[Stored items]
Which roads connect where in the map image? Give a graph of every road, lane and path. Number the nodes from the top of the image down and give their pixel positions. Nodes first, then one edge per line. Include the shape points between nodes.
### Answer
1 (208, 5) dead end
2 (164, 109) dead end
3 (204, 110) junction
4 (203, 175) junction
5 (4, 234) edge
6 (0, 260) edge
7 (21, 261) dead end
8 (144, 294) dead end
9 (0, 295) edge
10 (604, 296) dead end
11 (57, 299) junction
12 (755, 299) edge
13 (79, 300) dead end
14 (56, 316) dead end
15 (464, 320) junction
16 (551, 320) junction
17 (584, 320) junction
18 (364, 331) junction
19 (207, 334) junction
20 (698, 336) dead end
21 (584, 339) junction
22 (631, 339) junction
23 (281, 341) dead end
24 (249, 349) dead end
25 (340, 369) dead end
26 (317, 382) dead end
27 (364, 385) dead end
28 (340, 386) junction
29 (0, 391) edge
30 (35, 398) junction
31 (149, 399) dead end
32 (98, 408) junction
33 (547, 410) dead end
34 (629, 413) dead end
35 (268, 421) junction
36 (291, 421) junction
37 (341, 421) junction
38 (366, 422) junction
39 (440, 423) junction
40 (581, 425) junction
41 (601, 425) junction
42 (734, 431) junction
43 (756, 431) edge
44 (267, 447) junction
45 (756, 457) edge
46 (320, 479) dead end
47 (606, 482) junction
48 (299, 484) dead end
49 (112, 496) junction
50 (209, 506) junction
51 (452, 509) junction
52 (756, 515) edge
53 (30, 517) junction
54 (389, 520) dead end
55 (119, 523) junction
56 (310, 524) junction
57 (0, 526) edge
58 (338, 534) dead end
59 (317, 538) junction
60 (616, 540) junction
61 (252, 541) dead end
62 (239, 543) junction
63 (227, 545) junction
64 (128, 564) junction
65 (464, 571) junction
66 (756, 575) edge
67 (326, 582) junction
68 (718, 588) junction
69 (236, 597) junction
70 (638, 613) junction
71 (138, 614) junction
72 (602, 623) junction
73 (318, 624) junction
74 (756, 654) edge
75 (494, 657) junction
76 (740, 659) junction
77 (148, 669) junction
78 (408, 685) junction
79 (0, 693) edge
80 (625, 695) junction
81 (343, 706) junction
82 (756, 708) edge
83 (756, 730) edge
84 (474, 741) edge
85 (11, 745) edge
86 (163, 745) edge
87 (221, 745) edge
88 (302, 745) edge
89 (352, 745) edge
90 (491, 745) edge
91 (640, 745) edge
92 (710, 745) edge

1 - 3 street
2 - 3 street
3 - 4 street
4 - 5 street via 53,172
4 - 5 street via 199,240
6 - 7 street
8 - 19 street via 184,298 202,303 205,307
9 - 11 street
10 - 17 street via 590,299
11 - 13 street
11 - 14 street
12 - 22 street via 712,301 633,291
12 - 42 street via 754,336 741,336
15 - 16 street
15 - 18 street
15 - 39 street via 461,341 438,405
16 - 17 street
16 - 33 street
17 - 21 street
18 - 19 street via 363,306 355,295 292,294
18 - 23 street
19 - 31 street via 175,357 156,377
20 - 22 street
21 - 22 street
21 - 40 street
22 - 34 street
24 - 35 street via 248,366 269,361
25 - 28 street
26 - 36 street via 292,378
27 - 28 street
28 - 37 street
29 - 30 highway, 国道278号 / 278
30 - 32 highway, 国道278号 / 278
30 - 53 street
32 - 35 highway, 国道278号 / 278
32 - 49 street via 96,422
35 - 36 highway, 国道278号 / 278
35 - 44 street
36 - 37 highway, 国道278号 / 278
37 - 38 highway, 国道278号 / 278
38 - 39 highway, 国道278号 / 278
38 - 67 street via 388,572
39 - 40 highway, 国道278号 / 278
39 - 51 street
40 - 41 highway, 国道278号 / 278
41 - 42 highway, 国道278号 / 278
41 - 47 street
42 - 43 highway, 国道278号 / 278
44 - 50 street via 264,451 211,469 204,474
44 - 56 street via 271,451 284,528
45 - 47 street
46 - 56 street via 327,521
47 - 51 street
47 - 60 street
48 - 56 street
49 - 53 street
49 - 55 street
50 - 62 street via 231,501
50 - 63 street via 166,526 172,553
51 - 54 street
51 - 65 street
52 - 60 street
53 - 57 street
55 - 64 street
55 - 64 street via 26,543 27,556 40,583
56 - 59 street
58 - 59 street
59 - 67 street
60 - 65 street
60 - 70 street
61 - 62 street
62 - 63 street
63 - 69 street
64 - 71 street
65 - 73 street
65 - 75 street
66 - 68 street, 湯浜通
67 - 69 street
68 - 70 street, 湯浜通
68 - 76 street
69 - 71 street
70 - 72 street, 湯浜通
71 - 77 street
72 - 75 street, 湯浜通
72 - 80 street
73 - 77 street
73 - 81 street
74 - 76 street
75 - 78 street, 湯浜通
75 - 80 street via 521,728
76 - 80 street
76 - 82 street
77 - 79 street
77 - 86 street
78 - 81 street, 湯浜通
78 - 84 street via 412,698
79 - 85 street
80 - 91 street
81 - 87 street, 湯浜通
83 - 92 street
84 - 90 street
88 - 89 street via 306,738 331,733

**Assignment:** Print out all the entries precisely as written.

**Solution below:**
Which roads connect where in the map image? Give a graph of every road, lane and path. Number the nodes from the top of the image down and give their pixel positions. Nodes first, then one edge per line. Include the shape points between nodes.
### Answer
1 (208, 5) dead end
2 (164, 109) dead end
3 (204, 110) junction
4 (203, 175) junction
5 (4, 234) edge
6 (0, 260) edge
7 (21, 261) dead end
8 (144, 294) dead end
9 (0, 295) edge
10 (604, 296) dead end
11 (57, 299) junction
12 (755, 299) edge
13 (79, 300) dead end
14 (56, 316) dead end
15 (464, 320) junction
16 (551, 320) junction
17 (584, 320) junction
18 (364, 331) junction
19 (207, 334) junction
20 (698, 336) dead end
21 (584, 339) junction
22 (631, 339) junction
23 (281, 341) dead end
24 (249, 349) dead end
25 (340, 369) dead end
26 (317, 382) dead end
27 (364, 385) dead end
28 (340, 386) junction
29 (0, 391) edge
30 (35, 398) junction
31 (149, 399) dead end
32 (98, 408) junction
33 (547, 410) dead end
34 (629, 413) dead end
35 (268, 421) junction
36 (291, 421) junction
37 (341, 421) junction
38 (366, 422) junction
39 (440, 423) junction
40 (581, 425) junction
41 (601, 425) junction
42 (734, 431) junction
43 (756, 431) edge
44 (267, 447) junction
45 (756, 457) edge
46 (320, 479) dead end
47 (606, 482) junction
48 (299, 484) dead end
49 (112, 496) junction
50 (209, 506) junction
51 (452, 509) junction
52 (756, 515) edge
53 (30, 517) junction
54 (389, 520) dead end
55 (119, 523) junction
56 (310, 524) junction
57 (0, 526) edge
58 (338, 534) dead end
59 (317, 538) junction
60 (616, 540) junction
61 (252, 541) dead end
62 (239, 543) junction
63 (227, 545) junction
64 (128, 564) junction
65 (464, 571) junction
66 (756, 575) edge
67 (326, 582) junction
68 (718, 588) junction
69 (236, 597) junction
70 (638, 613) junction
71 (138, 614) junction
72 (602, 623) junction
73 (318, 624) junction
74 (756, 654) edge
75 (494, 657) junction
76 (740, 659) junction
77 (148, 669) junction
78 (408, 685) junction
79 (0, 693) edge
80 (625, 695) junction
81 (343, 706) junction
82 (756, 708) edge
83 (756, 730) edge
84 (474, 741) edge
85 (11, 745) edge
86 (163, 745) edge
87 (221, 745) edge
88 (302, 745) edge
89 (352, 745) edge
90 (491, 745) edge
91 (640, 745) edge
92 (710, 745) edge

1 - 3 street
2 - 3 street
3 - 4 street
4 - 5 street via 53,172
4 - 5 street via 199,240
6 - 7 street
8 - 19 street via 184,298 202,303 205,307
9 - 11 street
10 - 17 street via 590,299
11 - 13 street
11 - 14 street
12 - 22 street via 712,301 633,291
12 - 42 street via 754,336 741,336
15 - 16 street
15 - 18 street
15 - 39 street via 461,341 438,405
16 - 17 street
16 - 33 street
17 - 21 street
18 - 19 street via 363,306 355,295 292,294
18 - 23 street
19 - 31 street via 175,357 156,377
20 - 22 street
21 - 22 street
21 - 40 street
22 - 34 street
24 - 35 street via 248,366 269,361
25 - 28 street
26 - 36 street via 292,378
27 - 28 street
28 - 37 street
29 - 30 highway, 国道278号 / 278
30 - 32 highway, 国道278号 / 278
30 - 53 street
32 - 35 highway, 国道278号 / 278
32 - 49 street via 96,422
35 - 36 highway, 国道278号 / 278
35 - 44 street
36 - 37 highway, 国道278号 / 278
37 - 38 highway, 国道278号 / 278
38 - 39 highway, 国道278号 / 278
38 - 67 street via 388,572
39 - 40 highway, 国道278号 / 278
39 - 51 street
40 - 41 highway, 国道278号 / 278
41 - 42 highway, 国道278号 / 278
41 - 47 street
42 - 43 highway, 国道278号 / 278
44 - 50 street via 264,451 211,469 204,474
44 - 56 street via 271,451 284,528
45 - 47 street
46 - 56 street via 327,521
47 - 51 street
47 - 60 street
48 - 56 street
49 - 53 street
49 - 55 street
50 - 62 street via 231,501
50 - 63 street via 166,526 172,553
51 - 54 street
51 - 65 street
52 - 60 street
53 - 57 street
55 - 64 street
55 - 64 street via 26,543 27,556 40,583
56 - 59 street
58 - 59 street
59 - 67 street
60 - 65 street
60 - 70 street
61 - 62 street
62 - 63 street
63 - 69 street
64 - 71 street
65 - 73 street
65 - 75 street
66 - 68 street, 湯浜通
67 - 69 street
68 - 70 street, 湯浜通
68 - 76 street
69 - 71 street
70 - 72 street, 湯浜通
71 - 77 street
72 - 75 street, 湯浜通
72 - 80 street
73 - 77 street
73 - 81 street
74 - 76 street
75 - 78 street, 湯浜通
75 - 80 street via 521,728
76 - 80 street
76 - 82 street
77 - 79 street
77 - 86 street
78 - 81 street, 湯浜通
78 - 84 street via 412,698
79 - 85 street
80 - 91 street
81 - 87 street, 湯浜通
83 - 92 street
84 - 90 street
88 - 89 street via 306,738 331,733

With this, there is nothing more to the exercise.